# Work request:
Using the entries below, show all lines with the string "lane".
Start of Records for the task
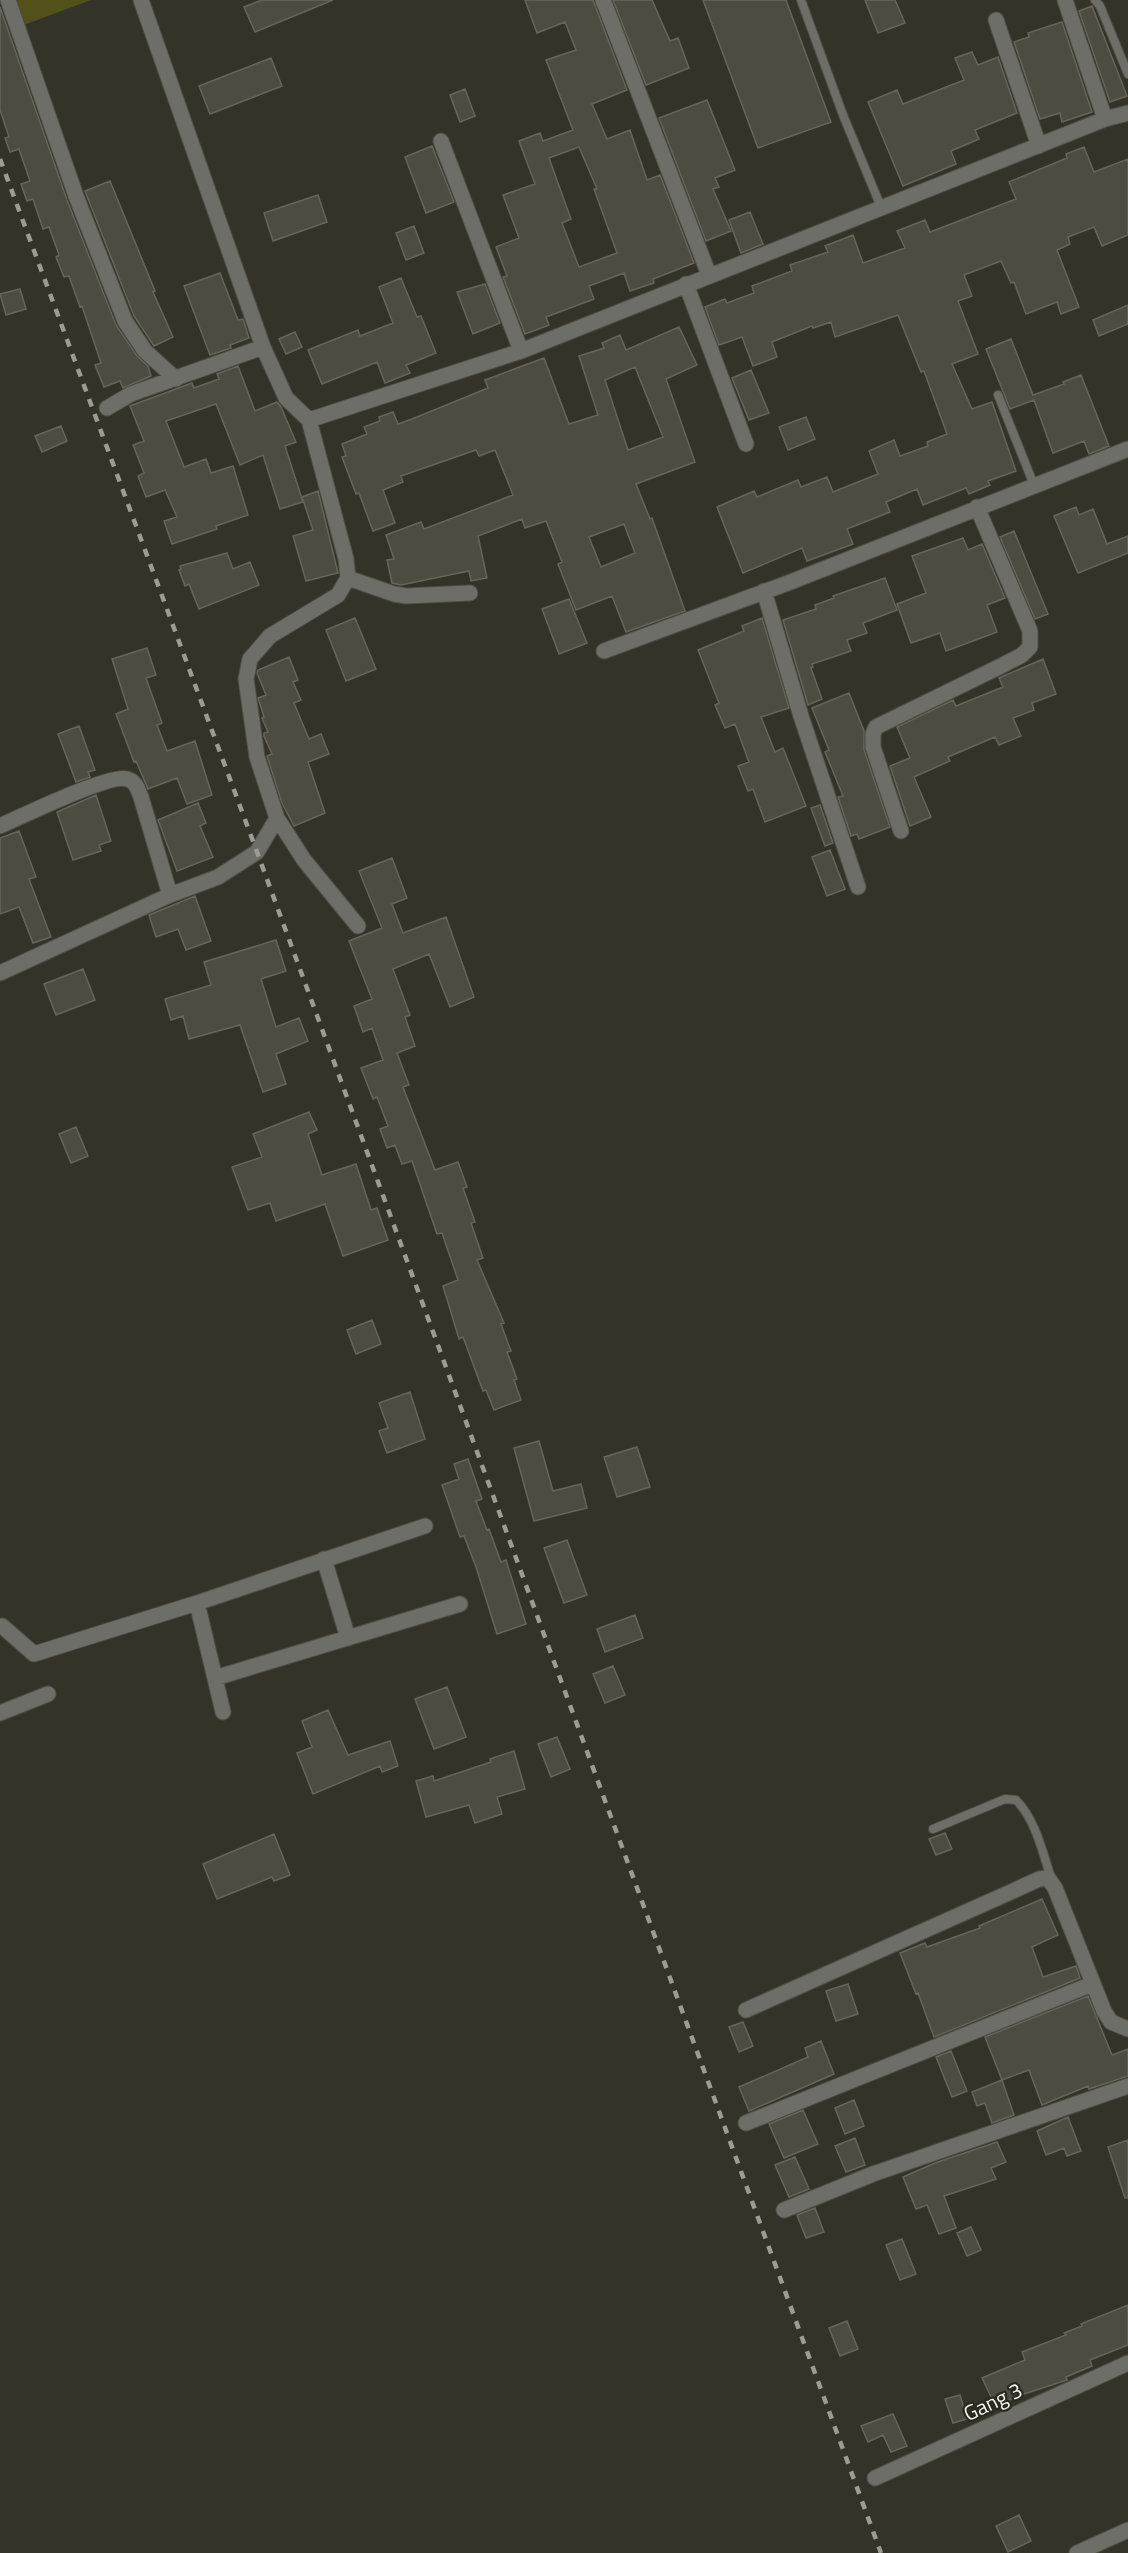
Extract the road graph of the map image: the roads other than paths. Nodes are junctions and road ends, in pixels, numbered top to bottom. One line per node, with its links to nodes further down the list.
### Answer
1 (8, 0): 18 (street)
2 (141, 0): 16 (street)
3 (603, 0): 14 (street)
4 (801, 0): 13 (lane)
5 (1065, 0): 10 (street)
6 (1095, 0): 8 (lane)
7 (996, 20): 12 (street)
8 (1128, 74)
9 (1128, 113): 10 (street)
10 (1105, 119): 12 (street)
11 (441, 141): 17 (street)
12 (1039, 146): 13 (street)
13 (881, 207): 14 (street)
14 (709, 275): 15 (street)
15 (686, 284): 17 (street); 22 (street)
16 (263, 347): 18 (street); 21 (street)
17 (521, 351): 21 (street)
18 (176, 379): 20 (street)
19 (998, 396): 24 (lane)
20 (107, 408)
21 (309, 420): 26 (street)
22 (746, 444)
23 (1128, 449): 24 (street)
24 (1034, 485): 25 (street)
25 (977, 507): 27 (street); 32 (street)
26 (348, 578): 28 (street); 30 (street)
27 (764, 591): 29 (street); 33 (street)
28 (470, 593)
29 (604, 651)
30 (277, 818): 34 (street); 35 (street)
31 (0, 826): 34 (street)
32 (901, 831)
33 (858, 887)
34 (170, 895): 36 (street)
35 (358, 926)
36 (0, 972)
37 (424, 1526): 38 (street)
38 (324, 1560): 39 (street); 42 (street)
39 (197, 1603): 41 (street); 43 (street)
40 (460, 1604): 42 (street)
41 (0, 1627)
42 (348, 1638): 43 (street)
43 (215, 1678): 45 (street)
44 (48, 1694): 46 (street)
45 (223, 1712)
46 (0, 1713)
47 (933, 1829): 48 (lane)
48 (1052, 1881): 49 (street); 50 (street)
49 (1092, 1984): 51 (street); 53 (street)
50 (746, 2010)
51 (1128, 2030)
52 (1128, 2086): 54 (street)
53 (746, 2123)
54 (784, 2210)
55 (1128, 2363): 56 (street, Gang 3)
56 (875, 2478)
57 (1128, 2530): 58 (street)
58 (1077, 2553)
End of Records for the task
# Task output:
4 (801, 0): 13 (lane)
6 (1095, 0): 8 (lane)
19 (998, 396): 24 (lane)
47 (933, 1829): 48 (lane)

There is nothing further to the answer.